After months and months of research here trying to decide on a new stove... and we buy one I never even saw before! Arghh! Big sales will do that to you though. Lehmans Hardware here got hit with a flash flood several weeks ago and today had there flood damage stove sale, most stoves were around 40% off. They didnt stock several of the brands we were mainly looking at (PE, QF) but they did stock Jotul which was high on our list. When we showed up early in the morning I was surprised there were no Jotuls in the sale at all. I'm not sure why. Lots of VC, some Hearthstone. There was a nice Hearthstone Shelburne in green enamel for $1500 we decided on (hope that was a good price). It looks like the water level went up to just under the middle of the door. Didnt appear to be any damage except for a little bit of rust on the ash grate (who cares) the air control and everything underneath seemed fine. Fine powder was left on the bottom parts from dirty water that dried but it wipes right off. Dealer also said it should still qualify for a new stove credit, just doesnt come with a warranty.

I really wanted a stove just a tiny bit larger (our first choice was a QF cumberland gap) but for the price if we didnt like it we could probably even sell it for similar. The QF CG was just too much money, about 3 grand with enameled finish.

So now I am trying to do some research on the stove... so far seems decent. Not nearly as big as the huge pre epa monster it will replace but hopefully more efficient and we dont really need the room in the 80's most of the time like it has been!

All I have so far is a cell phone pic of getting it into the back of my truck...


----------



## shawneyboy (Apr 10, 2011)

I believe that is a $2100 stove.  You got it at 1500 so that is a fair discount.  I think you probably could have picked up a brand new one for a couple hundred more at this time of year but overall you did fairly well on price as well as the condition is good.   One thing I would absolutely do is get some graphite on the air control mechanism.  By your description that was under water and in my opinion would be most likely to be  affected and sieze up because of the water damage. 

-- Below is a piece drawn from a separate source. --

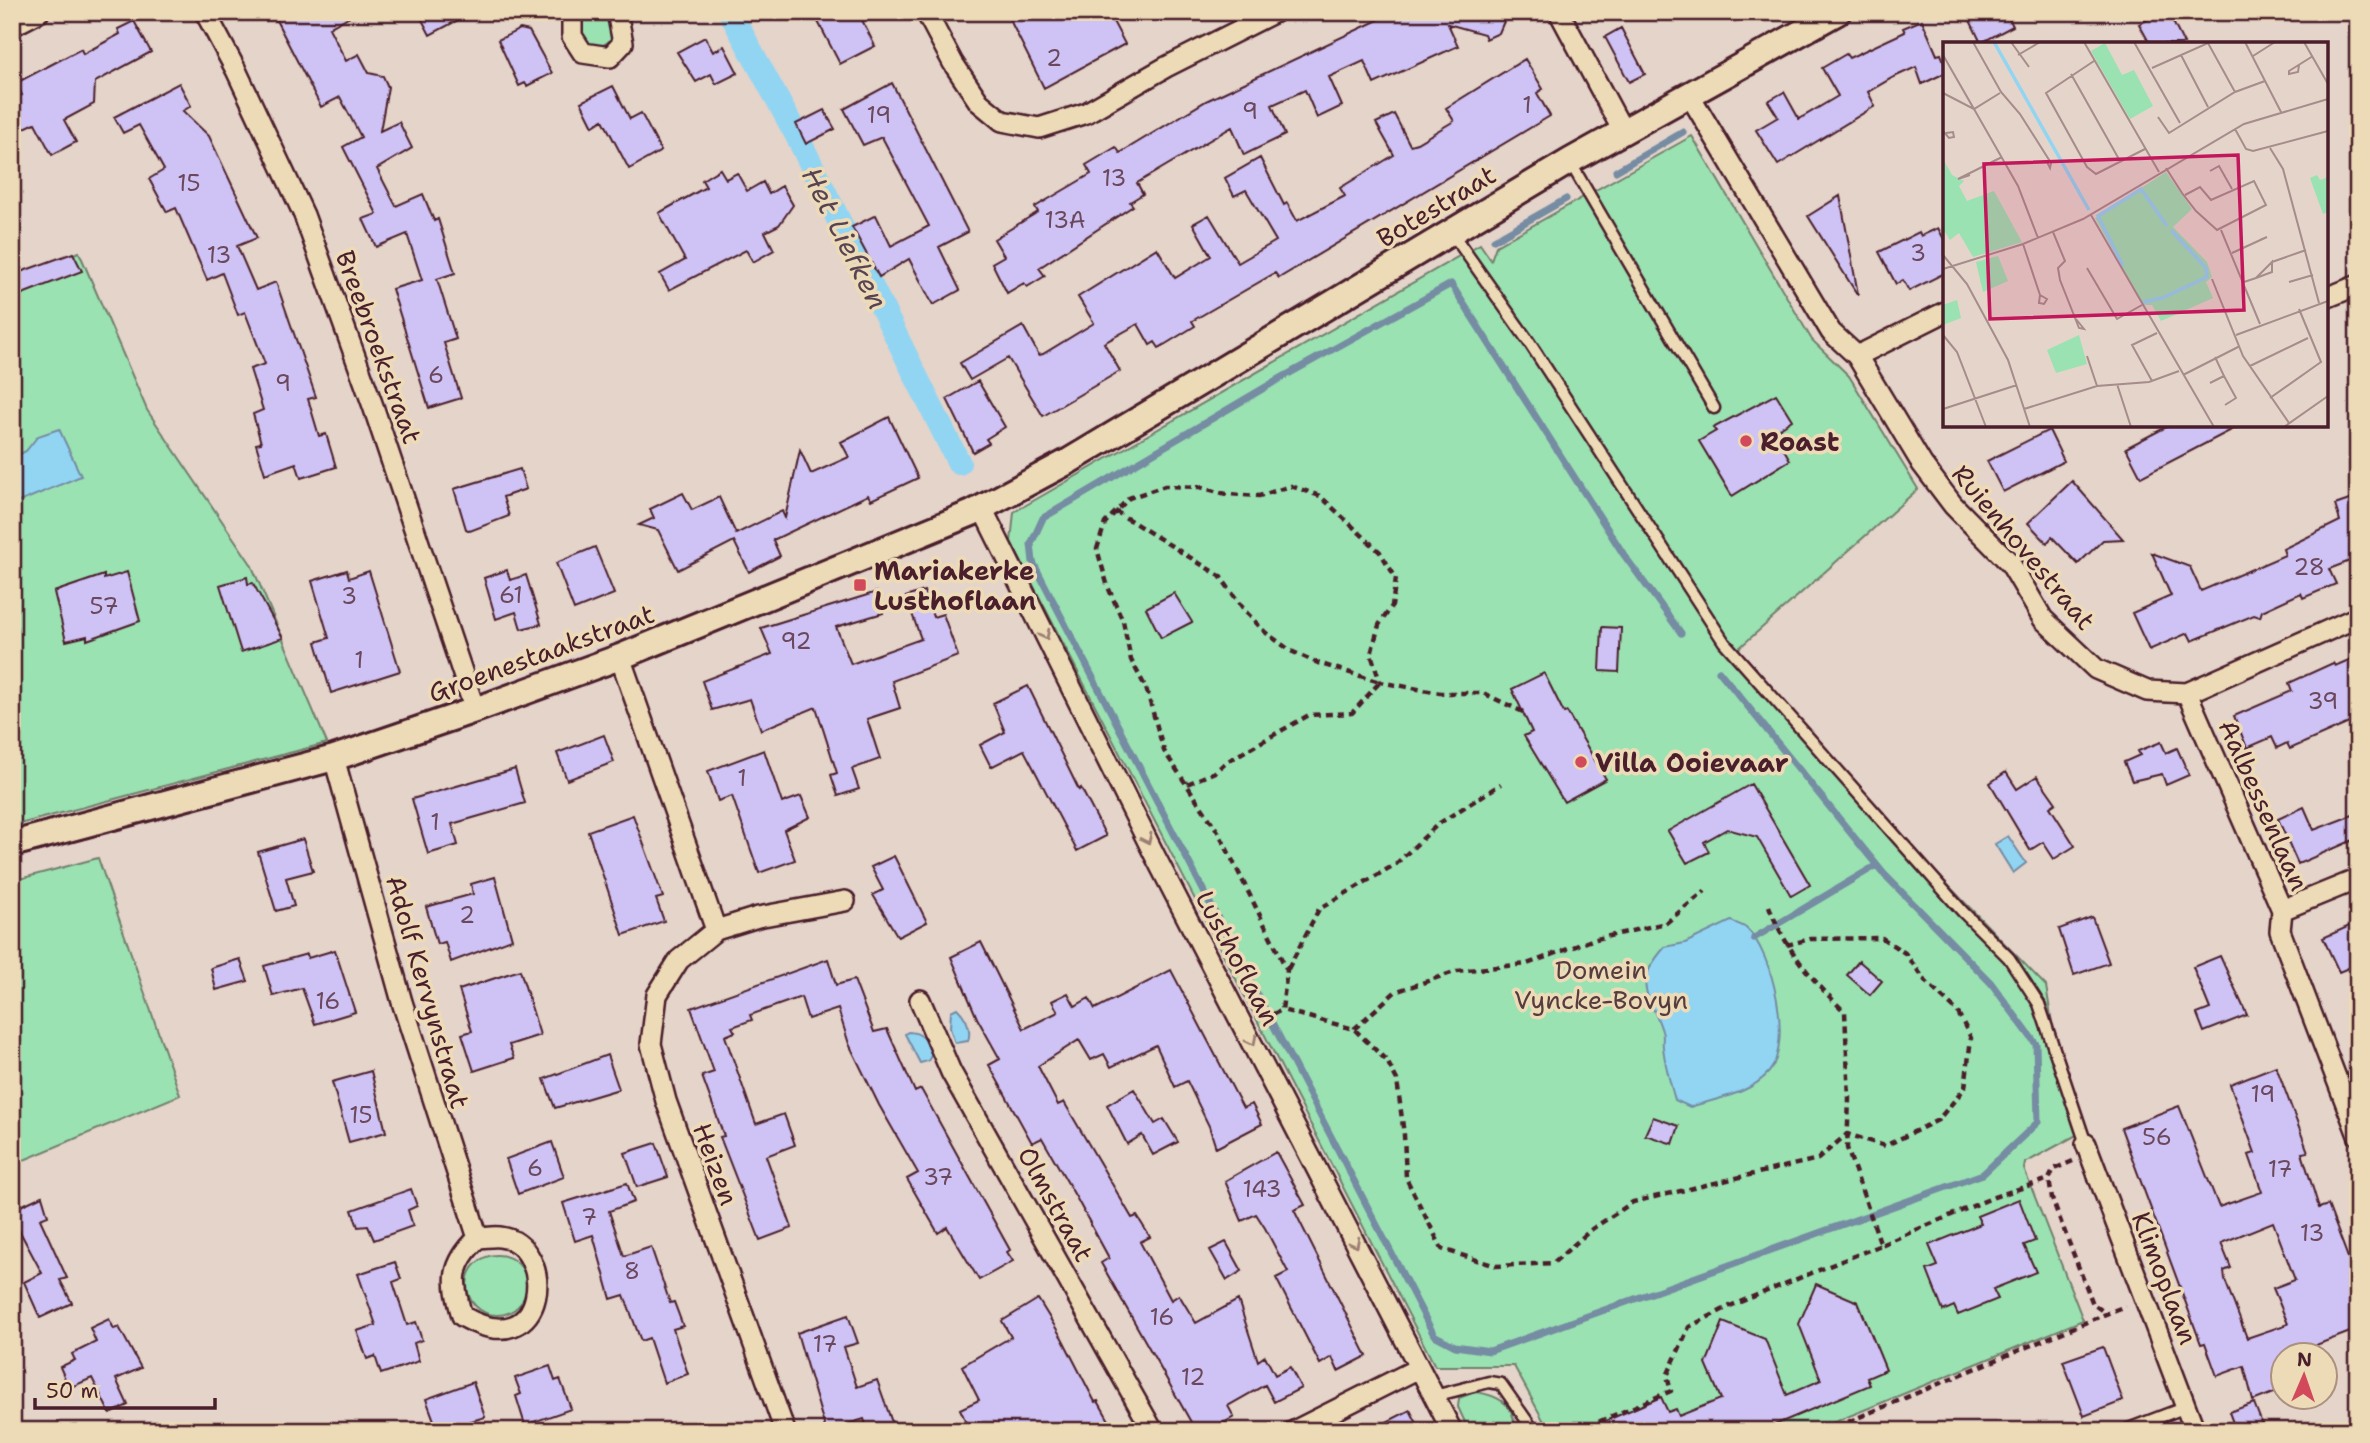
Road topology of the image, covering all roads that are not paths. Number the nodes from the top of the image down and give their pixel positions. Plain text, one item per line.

Well done on the new stove.  

Shawn


----------



## certified106 (Apr 10, 2011)

Congrats on the new stove! Sounds like you got a killer deal. Isn't it funny how a great deal can make you change your mind in a heartbeat. Keep us updated on how you like the stove.


----------



## DanCorcoran (Apr 10, 2011)

I really like my Shelburne (brown enamel).  If you haven't had an EPA stove, you'll really enjoy the secondaries (but don't forget the importance of split wood that has been dried for 1-2 years).

In addition to the graphite on the air control, I'd do the same for the ash grate and door hinges.  Most importantly, I'd take it even easier with the first several burns, to ensure that moisture is driven off slowly.  As the metal parts expand, there may fastening points that have some rust and need to break free.  Since there's no warranty, it makes sense to go slowly with the breakin.  Let us know how it goes.


----------



## NH_Wood (Apr 10, 2011)

+1 on Shawn and Dan's suggestions - nice looking stove! Cheers!


----------



## gonefishin (Apr 10, 2011)

Great looking stove, it was worth going to the Lehman sale yesterday. I was told they had damaged Jotul but the Jotul company told Lehman they could not discount them! Jotul 600 was my second choice, but no sale. I really did not understand why Lehman would have to ask a supplier if they could discount the stoves?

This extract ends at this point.